(What is needed):
How many of the lines below contain the word "四谷角筈線"? Only the number is wanted.

(Extracted entries):
⟨
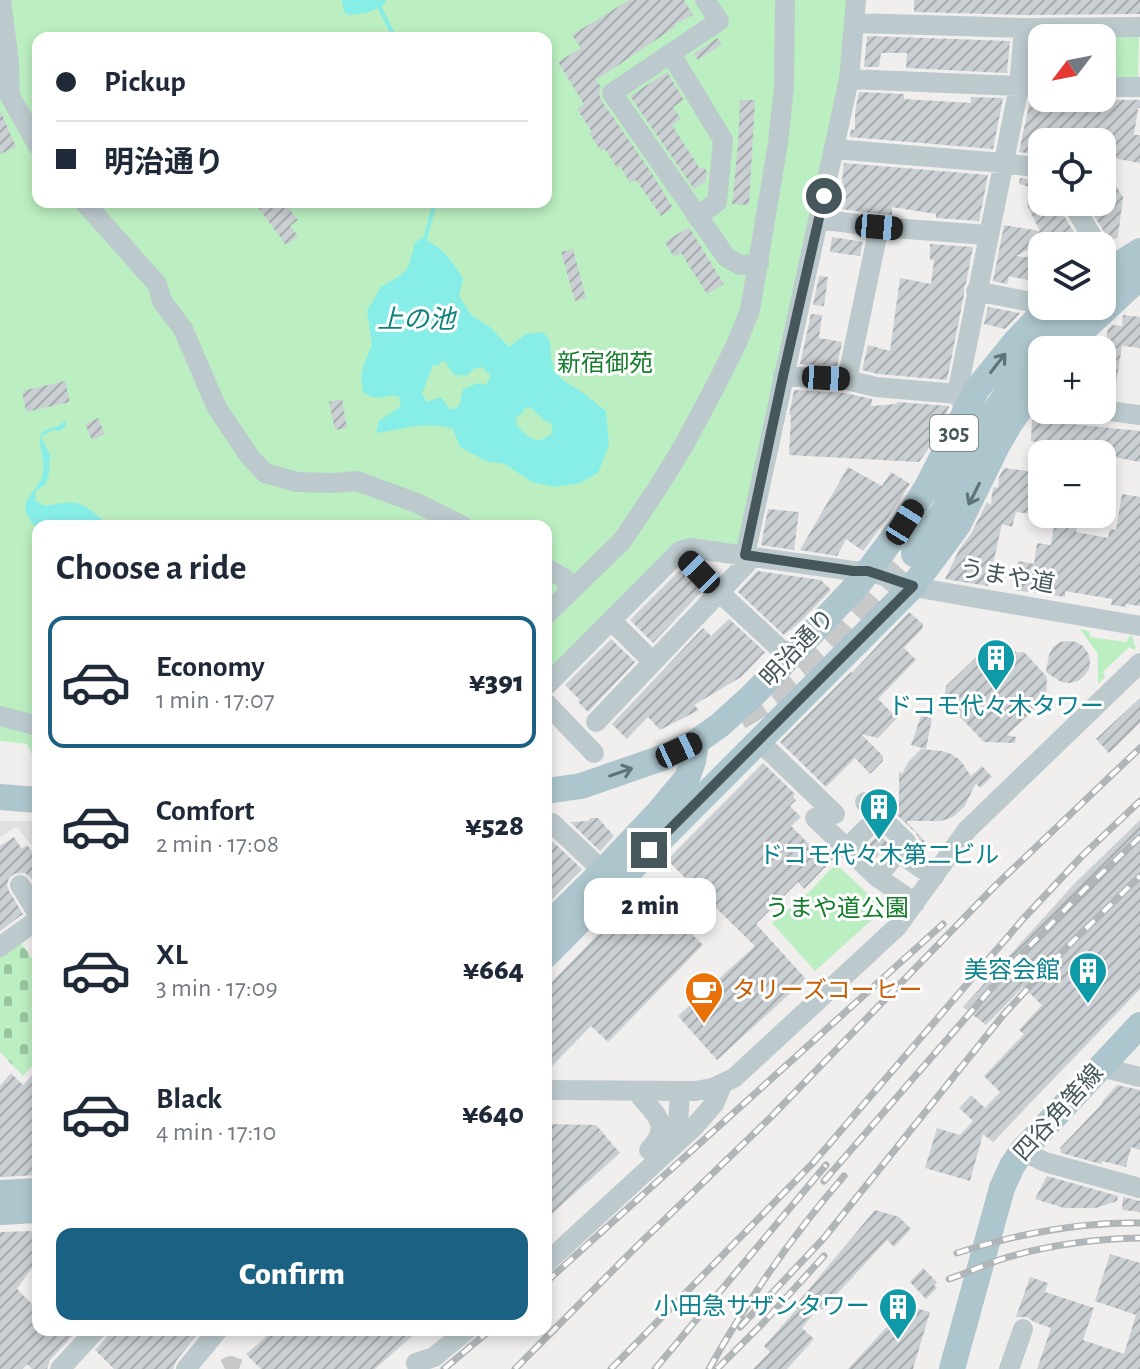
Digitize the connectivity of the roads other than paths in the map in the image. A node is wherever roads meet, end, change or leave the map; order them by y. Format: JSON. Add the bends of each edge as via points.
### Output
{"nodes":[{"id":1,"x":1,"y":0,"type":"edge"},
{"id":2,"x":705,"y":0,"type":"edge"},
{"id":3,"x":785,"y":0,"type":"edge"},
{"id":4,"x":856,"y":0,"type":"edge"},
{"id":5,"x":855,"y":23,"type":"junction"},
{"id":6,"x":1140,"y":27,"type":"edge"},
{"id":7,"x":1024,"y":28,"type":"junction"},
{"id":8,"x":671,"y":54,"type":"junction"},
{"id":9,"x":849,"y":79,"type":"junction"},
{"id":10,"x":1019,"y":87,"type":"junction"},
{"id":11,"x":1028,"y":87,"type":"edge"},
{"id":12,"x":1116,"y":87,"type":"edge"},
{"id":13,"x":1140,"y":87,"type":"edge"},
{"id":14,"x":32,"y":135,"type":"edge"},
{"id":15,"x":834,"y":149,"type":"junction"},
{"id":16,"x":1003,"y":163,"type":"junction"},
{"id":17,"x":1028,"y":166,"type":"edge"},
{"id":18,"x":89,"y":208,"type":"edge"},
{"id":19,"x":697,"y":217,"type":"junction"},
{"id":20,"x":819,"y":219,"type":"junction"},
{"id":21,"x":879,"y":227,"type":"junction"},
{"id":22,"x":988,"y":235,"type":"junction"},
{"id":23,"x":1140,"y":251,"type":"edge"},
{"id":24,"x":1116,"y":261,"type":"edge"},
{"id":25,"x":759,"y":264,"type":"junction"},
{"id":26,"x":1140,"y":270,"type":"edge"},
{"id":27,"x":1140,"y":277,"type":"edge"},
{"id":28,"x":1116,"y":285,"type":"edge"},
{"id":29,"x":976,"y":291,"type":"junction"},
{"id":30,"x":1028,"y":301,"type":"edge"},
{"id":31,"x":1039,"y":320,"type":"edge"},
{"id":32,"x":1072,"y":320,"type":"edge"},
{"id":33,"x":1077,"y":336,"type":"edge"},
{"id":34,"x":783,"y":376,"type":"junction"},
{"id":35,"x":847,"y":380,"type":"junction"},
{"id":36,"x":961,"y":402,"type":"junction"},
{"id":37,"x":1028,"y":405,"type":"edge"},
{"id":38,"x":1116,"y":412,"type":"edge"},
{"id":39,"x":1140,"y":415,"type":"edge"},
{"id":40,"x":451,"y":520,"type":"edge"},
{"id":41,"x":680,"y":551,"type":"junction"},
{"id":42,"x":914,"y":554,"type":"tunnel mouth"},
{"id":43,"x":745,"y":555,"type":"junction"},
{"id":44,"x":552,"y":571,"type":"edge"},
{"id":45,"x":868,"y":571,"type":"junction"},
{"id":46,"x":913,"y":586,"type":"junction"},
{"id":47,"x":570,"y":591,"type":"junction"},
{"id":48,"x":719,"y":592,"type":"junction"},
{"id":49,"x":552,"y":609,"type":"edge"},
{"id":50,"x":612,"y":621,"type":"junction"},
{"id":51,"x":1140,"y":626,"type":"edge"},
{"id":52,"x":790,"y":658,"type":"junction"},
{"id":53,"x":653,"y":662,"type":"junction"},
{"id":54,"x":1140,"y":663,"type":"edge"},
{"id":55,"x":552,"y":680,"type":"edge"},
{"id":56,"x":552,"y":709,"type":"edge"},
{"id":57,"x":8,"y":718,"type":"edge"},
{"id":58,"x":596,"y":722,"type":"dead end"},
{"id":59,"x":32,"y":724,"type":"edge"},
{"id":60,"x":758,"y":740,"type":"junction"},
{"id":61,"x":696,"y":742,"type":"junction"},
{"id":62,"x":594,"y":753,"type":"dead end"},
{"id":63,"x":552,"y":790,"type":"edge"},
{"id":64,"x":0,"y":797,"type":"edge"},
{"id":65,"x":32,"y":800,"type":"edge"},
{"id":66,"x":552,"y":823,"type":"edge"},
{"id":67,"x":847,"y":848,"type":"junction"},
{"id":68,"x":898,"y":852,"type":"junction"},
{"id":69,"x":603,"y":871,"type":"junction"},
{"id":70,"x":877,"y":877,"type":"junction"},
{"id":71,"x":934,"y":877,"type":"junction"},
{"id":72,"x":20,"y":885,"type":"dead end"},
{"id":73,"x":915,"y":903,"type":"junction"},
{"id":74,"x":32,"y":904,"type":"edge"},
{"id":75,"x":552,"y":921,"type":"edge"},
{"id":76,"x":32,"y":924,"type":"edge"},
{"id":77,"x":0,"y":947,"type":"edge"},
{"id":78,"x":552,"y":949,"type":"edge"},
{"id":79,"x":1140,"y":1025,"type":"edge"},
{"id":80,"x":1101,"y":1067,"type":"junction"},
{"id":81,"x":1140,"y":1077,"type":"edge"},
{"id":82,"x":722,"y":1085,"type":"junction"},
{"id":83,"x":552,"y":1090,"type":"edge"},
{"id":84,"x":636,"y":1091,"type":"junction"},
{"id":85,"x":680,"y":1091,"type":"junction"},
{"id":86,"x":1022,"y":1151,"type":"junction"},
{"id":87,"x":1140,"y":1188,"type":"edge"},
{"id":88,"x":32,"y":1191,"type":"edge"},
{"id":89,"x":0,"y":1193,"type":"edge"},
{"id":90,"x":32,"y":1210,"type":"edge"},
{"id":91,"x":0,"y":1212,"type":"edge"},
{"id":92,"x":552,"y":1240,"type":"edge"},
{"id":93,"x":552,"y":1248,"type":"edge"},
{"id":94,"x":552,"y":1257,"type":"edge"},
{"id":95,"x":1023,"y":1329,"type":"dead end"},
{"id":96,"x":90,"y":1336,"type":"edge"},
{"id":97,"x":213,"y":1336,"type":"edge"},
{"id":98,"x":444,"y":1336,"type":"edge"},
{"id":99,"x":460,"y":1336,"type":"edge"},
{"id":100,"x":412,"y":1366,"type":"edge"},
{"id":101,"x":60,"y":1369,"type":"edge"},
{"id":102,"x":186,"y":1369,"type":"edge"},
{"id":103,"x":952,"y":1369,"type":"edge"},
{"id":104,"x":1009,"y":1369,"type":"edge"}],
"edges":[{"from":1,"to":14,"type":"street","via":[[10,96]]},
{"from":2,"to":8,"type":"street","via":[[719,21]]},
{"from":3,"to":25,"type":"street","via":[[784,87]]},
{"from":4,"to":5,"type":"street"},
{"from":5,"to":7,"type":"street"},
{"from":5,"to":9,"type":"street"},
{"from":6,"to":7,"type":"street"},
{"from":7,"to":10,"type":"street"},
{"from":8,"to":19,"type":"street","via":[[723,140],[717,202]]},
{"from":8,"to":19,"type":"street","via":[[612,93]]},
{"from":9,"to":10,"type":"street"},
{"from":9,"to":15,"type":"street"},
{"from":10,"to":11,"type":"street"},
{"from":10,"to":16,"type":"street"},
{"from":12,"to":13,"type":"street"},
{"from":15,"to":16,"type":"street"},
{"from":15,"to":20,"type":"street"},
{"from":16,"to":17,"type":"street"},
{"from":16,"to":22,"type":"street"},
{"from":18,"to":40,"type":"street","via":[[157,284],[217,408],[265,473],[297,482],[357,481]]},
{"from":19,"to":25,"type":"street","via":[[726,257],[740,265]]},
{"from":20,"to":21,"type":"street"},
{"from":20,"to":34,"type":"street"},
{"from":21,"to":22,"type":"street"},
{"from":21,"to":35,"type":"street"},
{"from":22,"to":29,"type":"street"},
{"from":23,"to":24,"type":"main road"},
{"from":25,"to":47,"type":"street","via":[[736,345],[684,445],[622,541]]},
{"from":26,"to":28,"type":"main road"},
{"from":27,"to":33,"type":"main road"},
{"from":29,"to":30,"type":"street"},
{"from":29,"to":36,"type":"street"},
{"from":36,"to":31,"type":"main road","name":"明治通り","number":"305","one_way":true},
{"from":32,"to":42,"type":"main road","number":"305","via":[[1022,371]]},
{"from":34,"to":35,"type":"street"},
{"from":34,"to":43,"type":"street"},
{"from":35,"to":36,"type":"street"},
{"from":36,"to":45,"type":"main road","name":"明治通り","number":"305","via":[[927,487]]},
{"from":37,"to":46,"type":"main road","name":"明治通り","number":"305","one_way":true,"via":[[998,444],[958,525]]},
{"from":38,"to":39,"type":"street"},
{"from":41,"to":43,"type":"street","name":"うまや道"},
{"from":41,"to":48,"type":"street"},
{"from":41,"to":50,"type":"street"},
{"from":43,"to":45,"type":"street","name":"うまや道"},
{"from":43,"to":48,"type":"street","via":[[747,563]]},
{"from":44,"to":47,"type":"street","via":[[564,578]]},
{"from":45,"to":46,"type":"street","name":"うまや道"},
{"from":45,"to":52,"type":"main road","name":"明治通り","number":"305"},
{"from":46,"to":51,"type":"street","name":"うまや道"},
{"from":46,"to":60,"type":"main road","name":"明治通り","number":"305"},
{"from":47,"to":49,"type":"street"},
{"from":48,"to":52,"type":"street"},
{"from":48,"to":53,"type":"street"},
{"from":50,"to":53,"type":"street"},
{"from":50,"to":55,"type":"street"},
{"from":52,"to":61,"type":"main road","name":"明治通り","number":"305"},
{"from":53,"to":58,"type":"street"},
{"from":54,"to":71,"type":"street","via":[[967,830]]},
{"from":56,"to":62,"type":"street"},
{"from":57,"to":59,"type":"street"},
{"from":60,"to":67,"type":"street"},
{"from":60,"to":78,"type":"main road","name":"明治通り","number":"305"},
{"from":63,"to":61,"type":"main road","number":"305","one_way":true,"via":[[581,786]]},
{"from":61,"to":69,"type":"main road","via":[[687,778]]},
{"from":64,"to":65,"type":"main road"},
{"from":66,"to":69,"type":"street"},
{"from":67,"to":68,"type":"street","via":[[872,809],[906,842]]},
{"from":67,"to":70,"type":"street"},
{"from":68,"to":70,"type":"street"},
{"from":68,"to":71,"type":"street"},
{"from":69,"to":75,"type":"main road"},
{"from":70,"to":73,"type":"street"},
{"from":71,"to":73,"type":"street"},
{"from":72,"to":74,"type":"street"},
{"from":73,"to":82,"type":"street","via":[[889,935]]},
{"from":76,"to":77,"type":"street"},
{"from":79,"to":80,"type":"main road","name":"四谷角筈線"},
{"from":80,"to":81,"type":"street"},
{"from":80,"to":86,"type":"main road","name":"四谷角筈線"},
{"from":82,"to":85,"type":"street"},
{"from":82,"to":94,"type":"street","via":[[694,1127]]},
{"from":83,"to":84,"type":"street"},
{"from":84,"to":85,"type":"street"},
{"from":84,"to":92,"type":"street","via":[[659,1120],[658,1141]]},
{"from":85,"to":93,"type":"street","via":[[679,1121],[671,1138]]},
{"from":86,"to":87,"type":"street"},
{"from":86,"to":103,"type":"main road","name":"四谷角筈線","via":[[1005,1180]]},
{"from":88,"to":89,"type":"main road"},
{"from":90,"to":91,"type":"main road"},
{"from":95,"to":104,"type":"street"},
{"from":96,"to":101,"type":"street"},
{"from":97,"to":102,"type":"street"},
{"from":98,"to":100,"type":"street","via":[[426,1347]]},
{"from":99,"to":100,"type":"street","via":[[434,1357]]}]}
⟩
(Exercise output):
3